What it does CaffeOnSpark wraps the Caffe deep learning framework into a Spark package, letting you train neural networks on Hadoop clusters using HDFS-stored data. It supports training, testing, and feature extraction across GPU and CPU servers, with a Scala API for Spark applications.
The interesting bit The server-to-server direct communication over Ethernet or InfiniBand was the real architectural bet — it aimed to dodge the “separate deep learning cluster” tax that most organizations faced. Yahoo ran this in production for image search and content classification on their private cloud.
Key highlights
- Reuses existing Caffe LMDB datasets and prototxt configs with minor tweaks
- Spark 1.x and 2.x support (default: Spark 2.0.0, Hadoop 2.7.1, Scala 2.11.7)

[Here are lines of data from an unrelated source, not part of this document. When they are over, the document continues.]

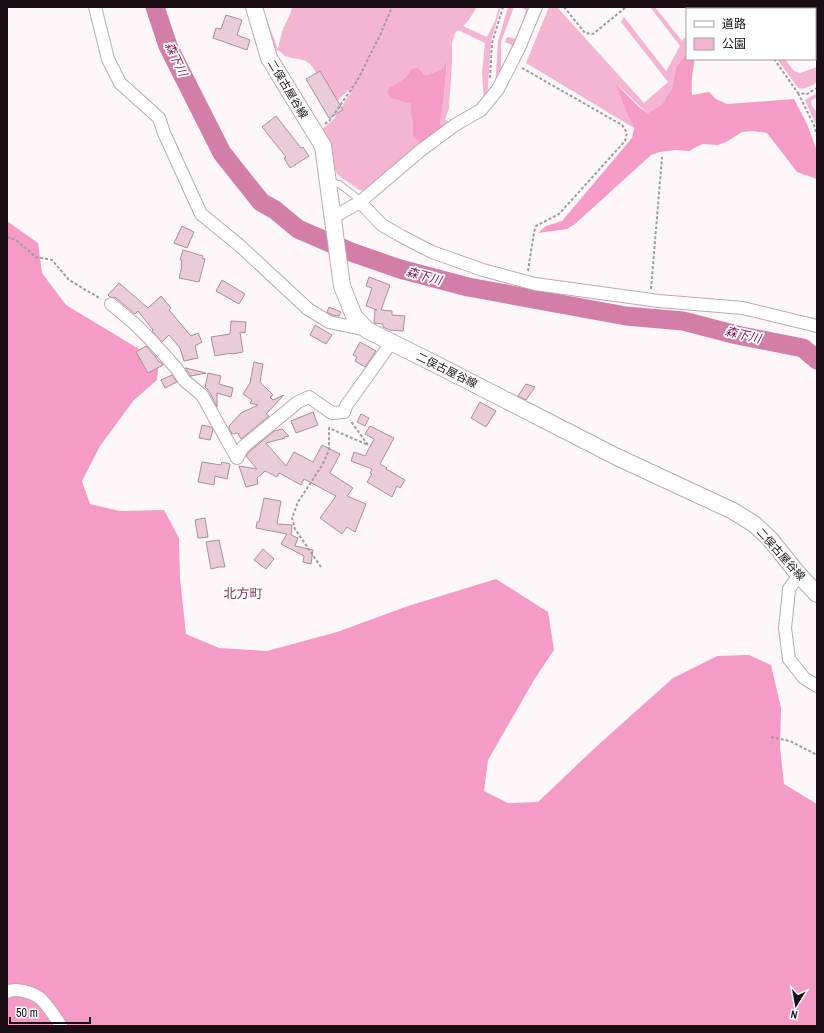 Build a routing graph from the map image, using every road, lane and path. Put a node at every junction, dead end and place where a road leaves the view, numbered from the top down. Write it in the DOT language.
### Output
graph roads {
  1 [pos="95,7"];
  2 [pos="254,7"];
  3 [pos="392,7"];
  4 [pos="503,7"];
  5 [pos="536,7"];
  6 [pos="564,7"];
  7 [pos="626,7"];
  8 [pos="775,60"];
  9 [pos="512,62"];
  10 [pos="817,88"];
  11 [pos="798,92"];
  12 [pos="492,97"];
  13 [pos="314,132"];
  14 [pos="817,136"];
  15 [pos="662,157"];
  16 [pos="327,182"];
  17 [pos="360,202"];
  18 [pos="332,218"];
  19 [pos="7,237"];
  20 [pos="526,281"];
  21 [pos="650,300"];
  22 [pos="111,304"];
  23 [pos="817,326"];
  24 [pos="367,330"];
  25 [pos="391,343"];
  26 [pos="344,412"];
  27 [pos="322,567"];
  28 [pos="799,575"];
  29 [pos="817,594"];
  30 [pos="817,686"];
  31 [pos="771,737"];
  32 [pos="817,755"];
  33 [pos="7,992"];
  34 [pos="61,1026"];
  1 -- 24 [label="street"];
  2 -- 13 [label="main road, 二俣古屋谷線"];
  3 -- 13 [label="path"];
  4 -- 12 [label="path"];
  5 -- 9 [label="street"];
  6 -- 7 [label="path"];
  8 -- 11 [label="path"];
  9 -- 12 [label="street"];
  9 -- 20 [label="path"];
  10 -- 11 [label="path"];
  11 -- 14 [label="path"];
  12 -- 17 [label="street"];
  13 -- 16 [label="main road, 二俣古屋谷線"];
  15 -- 21 [label="path"];
  16 -- 17 [label="lane"];
  16 -- 18 [label="main road, 二俣古屋谷線"];
  17 -- 18 [label="street"];
  17 -- 20 [label="street"];
  18 -- 24 [label="main road, 二俣古屋谷線"];
  19 -- 22 [label="path"];
  20 -- 21 [label="street"];
  21 -- 23 [label="street"];
  22 -- 26 [label="street"];
  24 -- 25 [label="main road, 二俣古屋谷線"];
  25 -- 26 [label="street"];
  25 -- 28 [label="main road, 二俣古屋谷線"];
  26 -- 27 [label="path"];
  28 -- 29 [label="main road, 二俣古屋谷線"];
  28 -- 30 [label="street"];
  31 -- 32 [label="path"];
  33 -- 34 [label="street"];
} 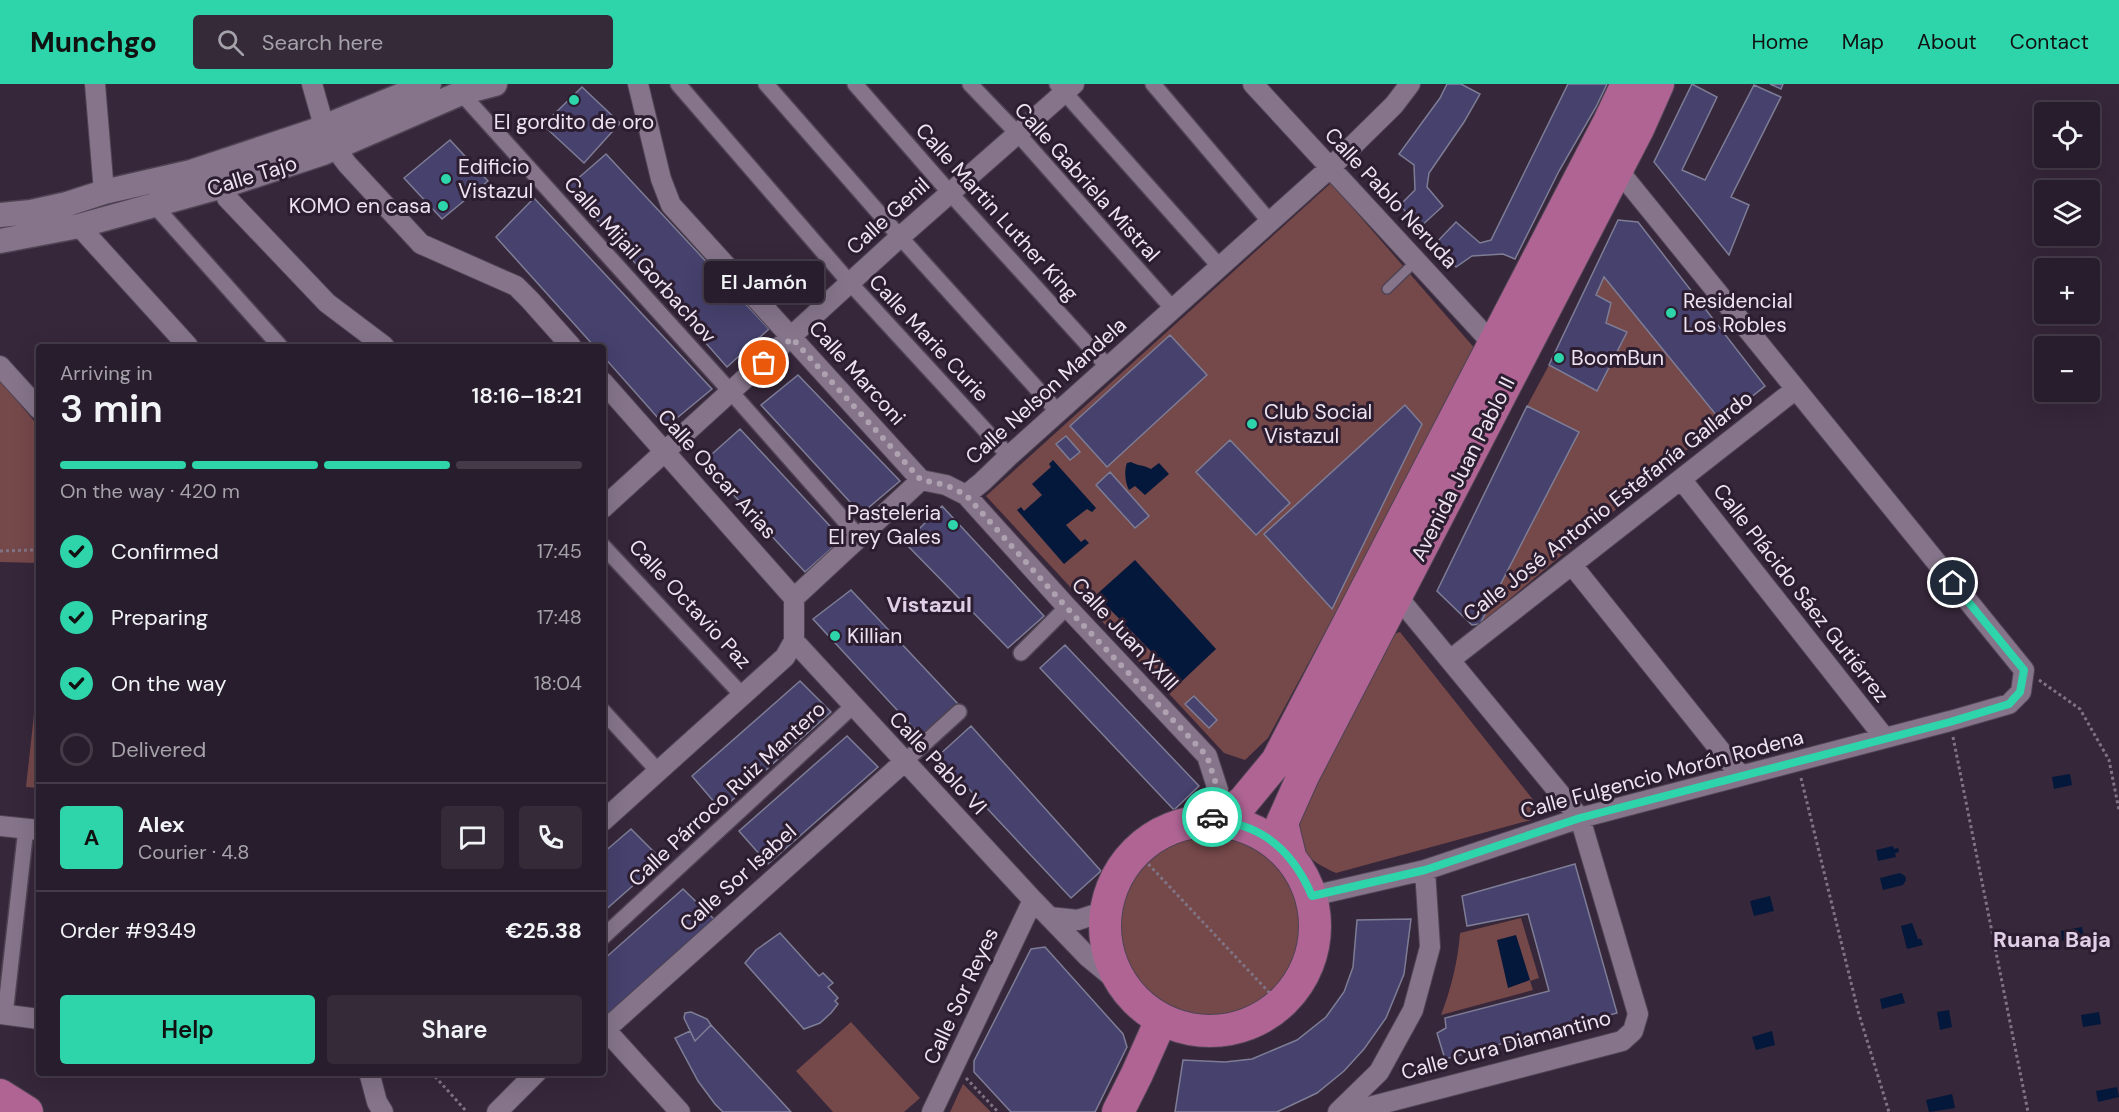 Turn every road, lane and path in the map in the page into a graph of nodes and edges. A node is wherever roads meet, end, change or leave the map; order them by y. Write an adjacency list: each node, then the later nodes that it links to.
1 (95, 84): 23 (street)
2 (312, 84): 17 (street)
3 (429, 84): 17 (street, Calle Tajo)
4 (495, 84): 16 (street, Calle Tajo)
5 (638, 84): 36 (street, Calle Marconi)
6 (678, 84): 33 (street, Calle Marie Curie)
7 (766, 84): 29 (street)
8 (855, 84): 24 (street, Calle Martin Luther King)
9 (970, 84): 18 (street, Calle Gabriela Mistral)
10 (1153, 84): 27 (street)
11 (1253, 84): 21 (street, Calle Pablo Neruda)
12 (1410, 84): 21 (street, Calle Nelson Mandela)
13 (1627, 84): 20 (main road, Avenida Juan Pablo II)
14 (1658, 84): 20 (main road, Avenida Juan Pablo II)
15 (1065, 87): 18 (street, Calle Genil); 32 (street)
16 (461, 93): 19 (street, Calle Tajo); 46 (street, Calle Mijail Gorbachov)
17 (324, 126): 23 (street, Calle Tajo)
18 (1018, 134): 24 (street, Calle Genil); 35 (street, Calle Gabriela Mistral)
19 (335, 148): 22 (street, Calle Tajo); 40 (street)
20 (1605, 162): 41 (main road, Avenida Juan Pablo II); 45 (street)
21 (1331, 167): 27 (street, Calle Nelson Mandela); 31 (street, Calle Pablo Neruda)
22 (223, 186): 25 (street, Calle Tajo); 39 (street)
23 (104, 192): 26 (street, Calle Tajo)
24 (950, 193): 29 (street, Calle Genil); 43 (street, Calle Martin Luther King)
25 (154, 205): 28 (street, Calle Tajo); 38 (street)
26 (0, 215)
27 (1270, 222): 32 (street, Calle Nelson Mandela)
28 (79, 226): 30 (street, Calle Tajo); 37 (street)
29 (900, 237): 33 (street, Calle Genil); 48 (street)
30 (0, 241)
31 (1417, 260): 34 (lane); 41 (street, Calle Pablo Neruda)
32 (1220, 267): 35 (street, Calle Nelson Mandela)
33 (850, 283): 36 (street, Calle Genil); 50 (street, Calle Marie Curie)
34 (1387, 289)
35 (1173, 309): 43 (street, Calle Nelson Mandela)
36 (792, 338): 46 (street, Calle Genil); 52 (street, Calle Marconi)
37 (186, 344)
38 (277, 344)
39 (381, 344)
40 (569, 344)
41 (1506, 353): 60 (main road, Avenida Juan Pablo II)
42 (0, 366): 47 (street)
43 (1108, 367): 48 (street, Calle Nelson Mandela)
44 (606, 385): 49 (street, Calle Oscar Arias)
45 (1796, 389): 51 (street, Calle José Antonio Estefanía Gallardo); 66 (street)
46 (732, 392): 49 (street, Calle Genil); 55 (street, Calle Mijail Gorbachov)
47 (36, 406)
48 (1058, 412): 50 (street, Calle Nelson Mandela)
49 (665, 452): 54 (street, Calle Genil); 61 (street, Calle Oscar Arias)
50 (1009, 456): 53 (street, Calle Nelson Mandela)
51 (1681, 479): 59 (street, Calle José Antonio Estefanía Gallardo); 72 (street, Calle Plácido Sáez Gutiérrez)
52 (921, 480): 53 (street, Calle Nelson Mandela); 55 (street)
53 (966, 495): 62 (street, Calle Juan XXIII)
54 (606, 505)
55 (859, 537): 61 (street)
56 (36, 548): 58 (path)
57 (606, 549): 67 (street, Calle Octavio Paz)
58 (0, 551)
59 (1572, 565): 65 (street, Calle José Antonio Estefanía Gallardo); 76 (street)
60 (1383, 589): 65 (street); 80 (main road, Avenida Juan Pablo II); 84 (main road, Avenida Juan Pablo II)
61 (794, 598): 63 (street)
62 (1067, 608): 64 (street); 80 (street, Calle Juan XXIII)
63 (794, 641): 67 (street); 68 (street, Calle Pablo VI)
64 (1021, 653)
65 (1450, 660): 79 (street)
66 (2024, 670): 71 (street, Calle Fulgencio Morón Rodena); 77 (path)
67 (742, 694): 75 (street)
68 (853, 706): 73 (street, Calle Pablo VI); 90 (street, Calle Párroco Ruiz Mantero)
69 (959, 712): 73 (street)
70 (606, 714): 75 (street)
71 (1950, 722): 72 (street, Calle Fulgencio Morón Rodena); 114 (path)
72 (1884, 737): 74 (street, Calle Fulgencio Morón Rodena)
73 (904, 762): 87 (street, Calle Pablo VI); 96 (street, Calle Sor Isabel)
74 (1797, 762): 76 (street, Calle Fulgencio Morón Rodena); 113 (path)
75 (658, 771): 78 (street)
76 (1740, 776): 79 (street, Calle Fulgencio Morón Rodena)
77 (2119, 810)
78 (606, 818)
79 (1580, 818): 85 (street, Calle Fulgencio Morón Rodena); 112 (street, Calle Cura Diamantino)
80 (1214, 820): 83 (main road); 84 (main road)
81 (0, 826): 82 (street)
82 (32, 829): 93 (street)
83 (1136, 851): 88 (main road); 92 (path)
84 (1290, 856): 86 (main road)
85 (1425, 870): 86 (street, Calle Fulgencio Morón Rodena); 111 (street)
86 (1312, 896): 92 (main road)
87 (1033, 900): 89 (street, Calle Pablo VI); 98 (street, Calle Sor Reyes)
88 (1105, 911): 89 (street); 91 (main road)
89 (1049, 917): 91 (street, Calle Pablo VI)
90 (606, 934)
91 (1122, 986): 95 (main road)
92 (1280, 1004): 95 (main road)
93 (3, 1014): 94 (street)
94 (36, 1019)
95 (1161, 1020): 110 (main road)
96 (606, 1026)
97 (606, 1030): 107 (street)
98 (954, 1066): 108 (street, Calle Sor Reyes); 109 (path)
99 (370, 1076): 104 (street)
100 (435, 1076): 105 (path)
101 (533, 1076): 106 (street)
102 (0, 1095): 103 (main road)
103 (27, 1112)
104 (383, 1112)
105 (467, 1112)
106 (497, 1112)
107 (680, 1112)
108 (932, 1112)
109 (998, 1112)
110 (1118, 1112)
111 (1338, 1112)
112 (1350, 1112)
113 (1889, 1112)
114 (2028, 1112) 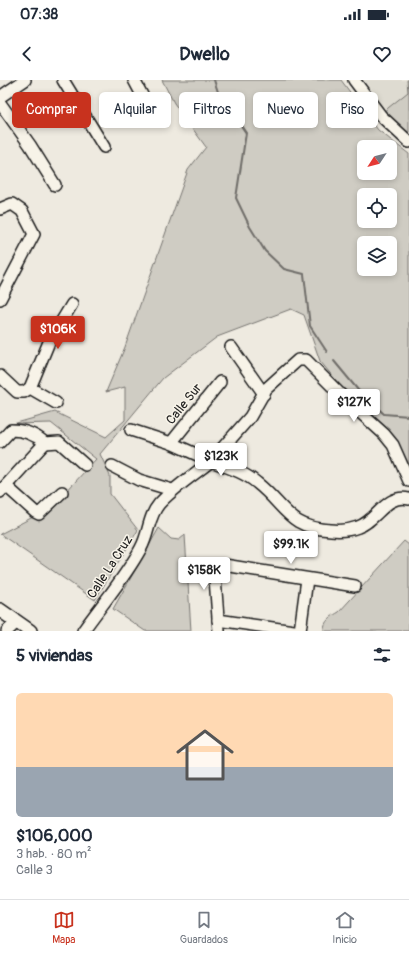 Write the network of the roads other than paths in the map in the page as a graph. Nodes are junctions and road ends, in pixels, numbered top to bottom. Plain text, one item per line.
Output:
1 (25, 80) edge
2 (63, 80) edge
3 (134, 80) edge
4 (354, 80) edge
5 (140, 92) edge
6 (0, 97) edge
7 (0, 103) edge
8 (409, 142) edge
9 (104, 148) dead end
10 (55, 185) dead end
11 (0, 209) edge
12 (0, 299) edge
13 (72, 304) dead end
14 (231, 347) dead end
15 (0, 376) edge
16 (220, 382) dead end
17 (30, 388) junction
18 (264, 394) junction
19 (56, 403) dead end
20 (131, 430) dead end
21 (0, 442) edge
22 (45, 443) junction
23 (171, 443) junction
24 (211, 461) junction
25 (85, 465) dead end
26 (112, 466) dead end
27 (409, 481) edge
28 (3, 489) edge
29 (172, 490) junction
30 (62, 492) dead end
31 (409, 500) edge
32 (307, 579) junction
33 (355, 586) dead end
34 (0, 610) edge
35 (17, 622) junction
36 (218, 625) edge
37 (7, 631) edge
38 (30, 631) edge
39 (83, 631) edge
40 (294, 631) edge
41 (300, 631) edge

1 - 6 street
2 - 9 street
3 - 5 street
4 - 8 street
7 - 10 street
11 - 12 street
13 - 17 street
14 - 18 street
15 - 17 street
16 - 23 street, Calle Sur
17 - 19 street
18 - 24 street, Calle La Cruz
18 - 27 street, Calle La Cruz
20 - 23 street
21 - 22 street
22 - 25 street
22 - 28 street
23 - 24 street
24 - 29 street, Calle La Cruz
24 - 31 street
26 - 29 street
28 - 30 street
29 - 39 street, Calle La Cruz
32 - 33 street
32 - 36 street
32 - 41 street
34 - 35 main road
35 - 37 street
35 - 38 main road
36 - 40 street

- Incremental learning from prior models or snapshots
- Deployable on AWS EC2 or private cloud
- Per-device batch sizes in prototxt files
Caveats
- Archived and unsupported since 2016 — Yahoo explicitly notes they’re no longer maintaining it
- Memory layers require
"share_in_parallel: false"to avoid GPU sharing issues - Build versions are pinned in
caffe-grid/pom.xmland likely stale
Verdict Worth reading if you’re studying how big tech bridged pre-TensorFlow deep learning onto existing data infrastructure. Skip it if you need something that runs today — this is a fossil, not a foundation.